== Your task ==
Every record that follows needs to be written out again, exactly.
===== Raw data
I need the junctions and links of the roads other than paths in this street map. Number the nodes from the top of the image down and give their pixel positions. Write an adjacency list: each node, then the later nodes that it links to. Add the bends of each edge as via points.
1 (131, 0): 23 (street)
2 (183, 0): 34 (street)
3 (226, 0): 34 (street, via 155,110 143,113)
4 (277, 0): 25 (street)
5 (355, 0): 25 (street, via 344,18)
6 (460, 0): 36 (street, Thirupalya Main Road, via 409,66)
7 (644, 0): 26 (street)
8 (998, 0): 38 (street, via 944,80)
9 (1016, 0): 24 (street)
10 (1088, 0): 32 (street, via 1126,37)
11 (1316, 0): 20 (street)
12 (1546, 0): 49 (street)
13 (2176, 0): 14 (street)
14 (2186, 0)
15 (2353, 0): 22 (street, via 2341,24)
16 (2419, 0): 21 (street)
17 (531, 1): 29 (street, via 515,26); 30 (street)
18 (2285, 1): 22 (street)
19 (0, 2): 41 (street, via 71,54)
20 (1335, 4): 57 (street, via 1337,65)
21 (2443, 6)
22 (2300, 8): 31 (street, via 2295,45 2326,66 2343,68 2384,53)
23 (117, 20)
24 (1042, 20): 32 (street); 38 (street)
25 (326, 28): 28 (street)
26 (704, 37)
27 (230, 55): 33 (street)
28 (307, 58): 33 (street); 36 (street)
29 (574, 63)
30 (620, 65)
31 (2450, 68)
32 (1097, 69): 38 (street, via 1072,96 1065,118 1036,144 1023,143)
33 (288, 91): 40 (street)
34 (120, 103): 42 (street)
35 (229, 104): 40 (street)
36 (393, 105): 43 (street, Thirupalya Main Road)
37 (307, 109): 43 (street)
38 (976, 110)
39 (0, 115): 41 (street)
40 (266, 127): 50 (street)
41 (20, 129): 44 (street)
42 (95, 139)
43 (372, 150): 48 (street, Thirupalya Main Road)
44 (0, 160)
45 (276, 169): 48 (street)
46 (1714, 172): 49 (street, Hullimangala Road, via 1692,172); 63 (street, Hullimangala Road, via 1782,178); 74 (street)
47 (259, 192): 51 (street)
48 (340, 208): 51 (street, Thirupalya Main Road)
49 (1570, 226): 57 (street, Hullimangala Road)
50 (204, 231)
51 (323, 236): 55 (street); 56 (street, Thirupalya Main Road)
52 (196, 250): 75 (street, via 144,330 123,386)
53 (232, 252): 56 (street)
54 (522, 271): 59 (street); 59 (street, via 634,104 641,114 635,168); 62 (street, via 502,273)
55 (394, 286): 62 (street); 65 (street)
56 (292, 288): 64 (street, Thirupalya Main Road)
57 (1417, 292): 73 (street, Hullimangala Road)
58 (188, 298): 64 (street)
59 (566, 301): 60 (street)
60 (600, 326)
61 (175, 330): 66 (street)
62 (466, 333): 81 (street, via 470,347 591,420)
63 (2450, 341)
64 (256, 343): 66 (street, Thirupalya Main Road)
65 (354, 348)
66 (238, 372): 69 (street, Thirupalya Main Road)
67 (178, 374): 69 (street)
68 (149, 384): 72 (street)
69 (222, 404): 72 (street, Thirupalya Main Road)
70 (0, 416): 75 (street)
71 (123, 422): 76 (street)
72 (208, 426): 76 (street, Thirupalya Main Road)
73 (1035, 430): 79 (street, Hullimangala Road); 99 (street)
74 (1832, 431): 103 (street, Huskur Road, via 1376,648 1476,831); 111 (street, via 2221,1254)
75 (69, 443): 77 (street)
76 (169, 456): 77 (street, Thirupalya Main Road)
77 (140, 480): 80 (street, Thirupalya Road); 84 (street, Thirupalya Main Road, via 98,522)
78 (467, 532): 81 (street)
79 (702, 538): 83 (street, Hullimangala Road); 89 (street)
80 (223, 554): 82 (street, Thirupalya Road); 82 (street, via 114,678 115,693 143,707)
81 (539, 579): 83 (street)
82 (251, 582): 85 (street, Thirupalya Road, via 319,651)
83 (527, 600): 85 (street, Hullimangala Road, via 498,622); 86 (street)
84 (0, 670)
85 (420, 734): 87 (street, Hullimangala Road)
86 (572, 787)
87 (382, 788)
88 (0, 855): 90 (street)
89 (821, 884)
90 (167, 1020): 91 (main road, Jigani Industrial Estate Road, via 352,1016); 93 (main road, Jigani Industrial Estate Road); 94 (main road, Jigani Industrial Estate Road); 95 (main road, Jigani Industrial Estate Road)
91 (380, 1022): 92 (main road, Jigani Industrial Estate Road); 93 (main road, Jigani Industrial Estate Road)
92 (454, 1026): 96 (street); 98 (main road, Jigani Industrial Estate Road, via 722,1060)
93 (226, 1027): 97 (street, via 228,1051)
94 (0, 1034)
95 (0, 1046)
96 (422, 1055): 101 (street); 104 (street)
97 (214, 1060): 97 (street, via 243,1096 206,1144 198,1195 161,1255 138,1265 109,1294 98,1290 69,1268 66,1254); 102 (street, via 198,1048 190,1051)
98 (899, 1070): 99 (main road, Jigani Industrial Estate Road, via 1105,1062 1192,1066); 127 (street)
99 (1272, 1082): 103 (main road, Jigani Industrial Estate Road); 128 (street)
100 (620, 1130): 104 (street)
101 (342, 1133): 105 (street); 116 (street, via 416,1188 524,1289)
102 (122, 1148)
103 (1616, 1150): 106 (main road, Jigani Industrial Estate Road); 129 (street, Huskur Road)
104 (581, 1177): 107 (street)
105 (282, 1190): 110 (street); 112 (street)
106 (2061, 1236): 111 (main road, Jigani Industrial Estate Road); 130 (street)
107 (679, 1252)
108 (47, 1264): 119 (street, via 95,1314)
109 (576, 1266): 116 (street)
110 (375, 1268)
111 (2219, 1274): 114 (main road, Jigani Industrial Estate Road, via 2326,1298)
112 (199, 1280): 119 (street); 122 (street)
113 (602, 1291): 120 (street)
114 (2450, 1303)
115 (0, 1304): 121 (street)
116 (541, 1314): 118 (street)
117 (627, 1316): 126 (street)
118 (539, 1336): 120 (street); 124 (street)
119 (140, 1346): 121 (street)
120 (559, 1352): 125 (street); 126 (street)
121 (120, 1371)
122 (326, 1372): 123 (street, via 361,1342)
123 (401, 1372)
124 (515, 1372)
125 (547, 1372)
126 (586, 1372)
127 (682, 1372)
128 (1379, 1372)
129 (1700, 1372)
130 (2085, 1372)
==========
== Result for this exercise ==
I need the junctions and links of the roads other than paths in this street map. Number the nodes from the top of the image down and give their pixel positions. Write an adjacency list: each node, then the later nodes that it links to. Add the bends of each edge as via points.
1 (131, 0): 23 (street)
2 (183, 0): 34 (street)
3 (226, 0): 34 (street, via 155,110 143,113)
4 (277, 0): 25 (street)
5 (355, 0): 25 (street, via 344,18)
6 (460, 0): 36 (street, Thirupalya Main Road, via 409,66)
7 (644, 0): 26 (street)
8 (998, 0): 38 (street, via 944,80)
9 (1016, 0): 24 (street)
10 (1088, 0): 32 (street, via 1126,37)
11 (1316, 0): 20 (street)
12 (1546, 0): 49 (street)
13 (2176, 0): 14 (street)
14 (2186, 0)
15 (2353, 0): 22 (street, via 2341,24)
16 (2419, 0): 21 (street)
17 (531, 1): 29 (street, via 515,26); 30 (street)
18 (2285, 1): 22 (street)
19 (0, 2): 41 (street, via 71,54)
20 (1335, 4): 57 (street, via 1337,65)
21 (2443, 6)
22 (2300, 8): 31 (street, via 2295,45 2326,66 2343,68 2384,53)
23 (117, 20)
24 (1042, 20): 32 (street); 38 (street)
25 (326, 28): 28 (street)
26 (704, 37)
27 (230, 55): 33 (street)
28 (307, 58): 33 (street); 36 (street)
29 (574, 63)
30 (620, 65)
31 (2450, 68)
32 (1097, 69): 38 (street, via 1072,96 1065,118 1036,144 1023,143)
33 (288, 91): 40 (street)
34 (120, 103): 42 (street)
35 (229, 104): 40 (street)
36 (393, 105): 43 (street, Thirupalya Main Road)
37 (307, 109): 43 (street)
38 (976, 110)
39 (0, 115): 41 (street)
40 (266, 127): 50 (street)
41 (20, 129): 44 (street)
42 (95, 139)
43 (372, 150): 48 (street, Thirupalya Main Road)
44 (0, 160)
45 (276, 169): 48 (street)
46 (1714, 172): 49 (street, Hullimangala Road, via 1692,172); 63 (street, Hullimangala Road, via 1782,178); 74 (street)
47 (259, 192): 51 (street)
48 (340, 208): 51 (street, Thirupalya Main Road)
49 (1570, 226): 57 (street, Hullimangala Road)
50 (204, 231)
51 (323, 236): 55 (street); 56 (street, Thirupalya Main Road)
52 (196, 250): 75 (street, via 144,330 123,386)
53 (232, 252): 56 (street)
54 (522, 271): 59 (street); 59 (street, via 634,104 641,114 635,168); 62 (street, via 502,273)
55 (394, 286): 62 (street); 65 (street)
56 (292, 288): 64 (street, Thirupalya Main Road)
57 (1417, 292): 73 (street, Hullimangala Road)
58 (188, 298): 64 (street)
59 (566, 301): 60 (street)
60 (600, 326)
61 (175, 330): 66 (street)
62 (466, 333): 81 (street, via 470,347 591,420)
63 (2450, 341)
64 (256, 343): 66 (street, Thirupalya Main Road)
65 (354, 348)
66 (238, 372): 69 (street, Thirupalya Main Road)
67 (178, 374): 69 (street)
68 (149, 384): 72 (street)
69 (222, 404): 72 (street, Thirupalya Main Road)
70 (0, 416): 75 (street)
71 (123, 422): 76 (street)
72 (208, 426): 76 (street, Thirupalya Main Road)
73 (1035, 430): 79 (street, Hullimangala Road); 99 (street)
74 (1832, 431): 103 (street, Huskur Road, via 1376,648 1476,831); 111 (street, via 2221,1254)
75 (69, 443): 77 (street)
76 (169, 456): 77 (street, Thirupalya Main Road)
77 (140, 480): 80 (street, Thirupalya Road); 84 (street, Thirupalya Main Road, via 98,522)
78 (467, 532): 81 (street)
79 (702, 538): 83 (street, Hullimangala Road); 89 (street)
80 (223, 554): 82 (street, Thirupalya Road); 82 (street, via 114,678 115,693 143,707)
81 (539, 579): 83 (street)
82 (251, 582): 85 (street, Thirupalya Road, via 319,651)
83 (527, 600): 85 (street, Hullimangala Road, via 498,622); 86 (street)
84 (0, 670)
85 (420, 734): 87 (street, Hullimangala Road)
86 (572, 787)
87 (382, 788)
88 (0, 855): 90 (street)
89 (821, 884)
90 (167, 1020): 91 (main road, Jigani Industrial Estate Road, via 352,1016); 93 (main road, Jigani Industrial Estate Road); 94 (main road, Jigani Industrial Estate Road); 95 (main road, Jigani Industrial Estate Road)
91 (380, 1022): 92 (main road, Jigani Industrial Estate Road); 93 (main road, Jigani Industrial Estate Road)
92 (454, 1026): 96 (street); 98 (main road, Jigani Industrial Estate Road, via 722,1060)
93 (226, 1027): 97 (street, via 228,1051)
94 (0, 1034)
95 (0, 1046)
96 (422, 1055): 101 (street); 104 (street)
97 (214, 1060): 97 (street, via 243,1096 206,1144 198,1195 161,1255 138,1265 109,1294 98,1290 69,1268 66,1254); 102 (street, via 198,1048 190,1051)
98 (899, 1070): 99 (main road, Jigani Industrial Estate Road, via 1105,1062 1192,1066); 127 (street)
99 (1272, 1082): 103 (main road, Jigani Industrial Estate Road); 128 (street)
100 (620, 1130): 104 (street)
101 (342, 1133): 105 (street); 116 (street, via 416,1188 524,1289)
102 (122, 1148)
103 (1616, 1150): 106 (main road, Jigani Industrial Estate Road); 129 (street, Huskur Road)
104 (581, 1177): 107 (street)
105 (282, 1190): 110 (street); 112 (street)
106 (2061, 1236): 111 (main road, Jigani Industrial Estate Road); 130 (street)
107 (679, 1252)
108 (47, 1264): 119 (street, via 95,1314)
109 (576, 1266): 116 (street)
110 (375, 1268)
111 (2219, 1274): 114 (main road, Jigani Industrial Estate Road, via 2326,1298)
112 (199, 1280): 119 (street); 122 (street)
113 (602, 1291): 120 (street)
114 (2450, 1303)
115 (0, 1304): 121 (street)
116 (541, 1314): 118 (street)
117 (627, 1316): 126 (street)
118 (539, 1336): 120 (street); 124 (street)
119 (140, 1346): 121 (street)
120 (559, 1352): 125 (street); 126 (street)
121 (120, 1371)
122 (326, 1372): 123 (street, via 361,1342)
123 (401, 1372)
124 (515, 1372)
125 (547, 1372)
126 (586, 1372)
127 (682, 1372)
128 (1379, 1372)
129 (1700, 1372)
130 (2085, 1372)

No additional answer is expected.